There have been some 500 Aboriginal deaths in custody nationwide during the past three decades and in NSW, Coroners Court reform could help combat the number of fatalities, a legal group says.
A NSW parliamentary inquiry into the NSW Coroners Court found it understaffed, under-resourced and culturally not holistic in providing specialist judicial assistance.
The inquiry was sparked by separate reviews of Indigenous incarceration and deaths in custody which found the coronial jurisdiction had not been properly reviewed for more than 40 years.
“The Coroners Court … has huge, untapped potential to save lives, because of its unique position to consider the systemic issues that have caused deaths and make recommendations to stop these lethal patterns,” Aboriginal Legal Service (NSW/ACT) CEO Karly Warner said on Tuesday.
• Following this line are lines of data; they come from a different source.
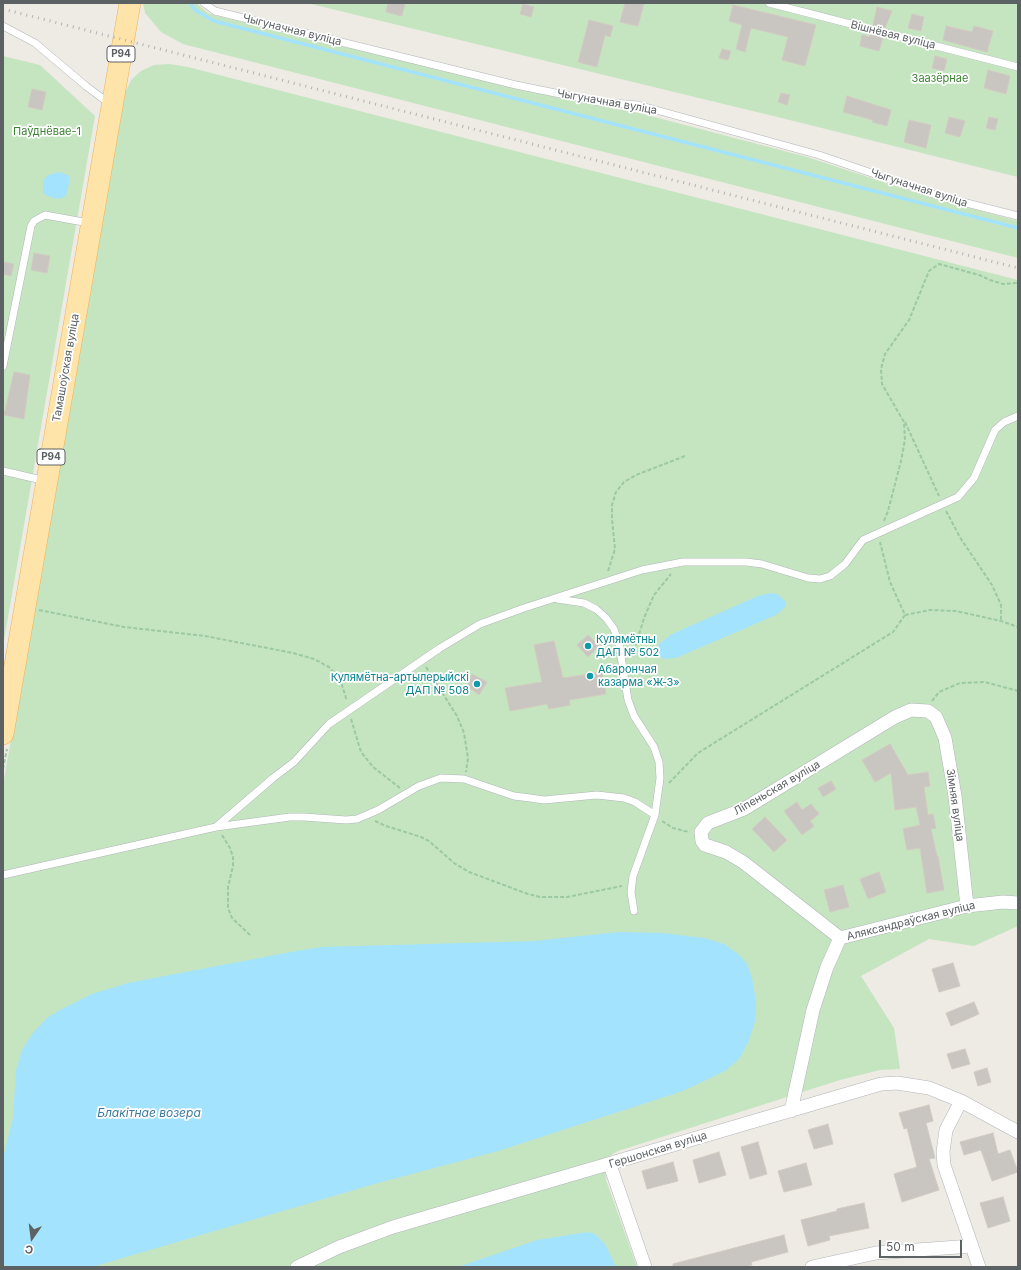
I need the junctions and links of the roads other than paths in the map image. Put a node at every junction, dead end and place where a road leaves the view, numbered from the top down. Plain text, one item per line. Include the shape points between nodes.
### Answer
1 (130, 3) edge
2 (204, 3) edge
3 (769, 3) edge
4 (3, 26) edge
5 (1018, 67) edge
6 (112, 105) junction
7 (1018, 216) edge
8 (91, 223) junction
9 (3, 366) edge
10 (1018, 416) edge
11 (3, 471) edge
12 (47, 482) junction
13 (552, 599) junction
14 (928, 711) joint
15 (3, 734) edge
16 (655, 815) junction
17 (216, 827) junction
18 (3, 875) edge
19 (1018, 903) edge
20 (967, 906) junction
21 (634, 911) dead end
22 (840, 938) junction
23 (961, 1101) junction
24 (791, 1111) junction
25 (1018, 1132) edge
26 (610, 1165) junction
27 (972, 1246) junction
28 (820, 1266) edge
29 (296, 1267) edge
30 (645, 1267) edge
31 (979, 1267) edge

1 - 6 main road, Тамашоўская вуліца / Р94
2 - 7 lane, Чыгуначная вуліца via 215,11 523,87 600,102 638,105 819,155 939,196
3 - 5 lane, Вішнёвая вуліца
4 - 6 lane via 35,43
6 - 8 main road, Тамашоўская вуліца / Р94
8 - 9 lane via 45,215 34,220
8 - 12 main road, Тамашоўская вуліца / Р94
10 - 13 lane via 1004,422 995,430 974,478 958,497 863,540 846,564 830,576 820,579 808,578 762,564 746,562 683,562 649,568
11 - 12 lane
12 - 15 main road, Тамашоўская вуліца / Р94
13 - 16 lane via 584,603 601,613 614,629 634,716 654,747 659,762
13 - 17 lane via 480,624 422,660 329,724 294,762
14 - 20 street, Зімняя вуліца via 936,717 945,738
14 - 22 street, Ліпеньская вуліца via 911,710 903,713 744,809 708,824 701,834 705,844 743,862
16 - 17 lane via 624,798 592,795 544,800 514,796 464,778 441,778 419,786 368,815 346,820 290,817
16 - 21 lane via 638,859 632,883
17 - 18 lane
19 - 20 street, Аляксандраўская вуліца
20 - 22 street, Аляксандраўская вуліца
22 - 24 street, Аляксандраўская вуліца via 813,1010
23 - 24 street, Гершонская вуліца via 913,1084 881,1084
23 - 25 street, Гершонская вуліца
23 - 27 street via 946,1130 943,1152 944,1165
24 - 26 street, Гершонская вуліца
26 - 29 street, Гершонская вуліца via 393,1227
26 - 30 street
27 - 28 street via 896,1250
27 - 31 street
The committee, chaired by Labor MP Adam Searle, made 35 recommendations to improve how the state conducts coronial inquests including introducing an Indigenous commissioner to sit with coroners.
It also recommended the creation of an in-depth preventive death review unit and called for coroners to have greater power to compel action from authorities after an inquest.
“The government, police and prisons need to be accountable to grieving families and provide the Coroners Court with follow-up power to ensure we save the next life,” Ms Warner said.
But she starkly warned that “recommendations need to become actions, not just words on paper”.
“Our communities are literally sick from saying goodbye to loved ones. How many more reports will it take?”
Other recommendations that could promote accountability to Aboriginal communities included increasing the number of Aboriginal staff at the court.
“The Coroners Court is always going to be a distressing place, but it should be somewhere that provides closure rather than compounding upon trauma,” Ms Warner said.
A government response to last week’s committee report is due by the end of October.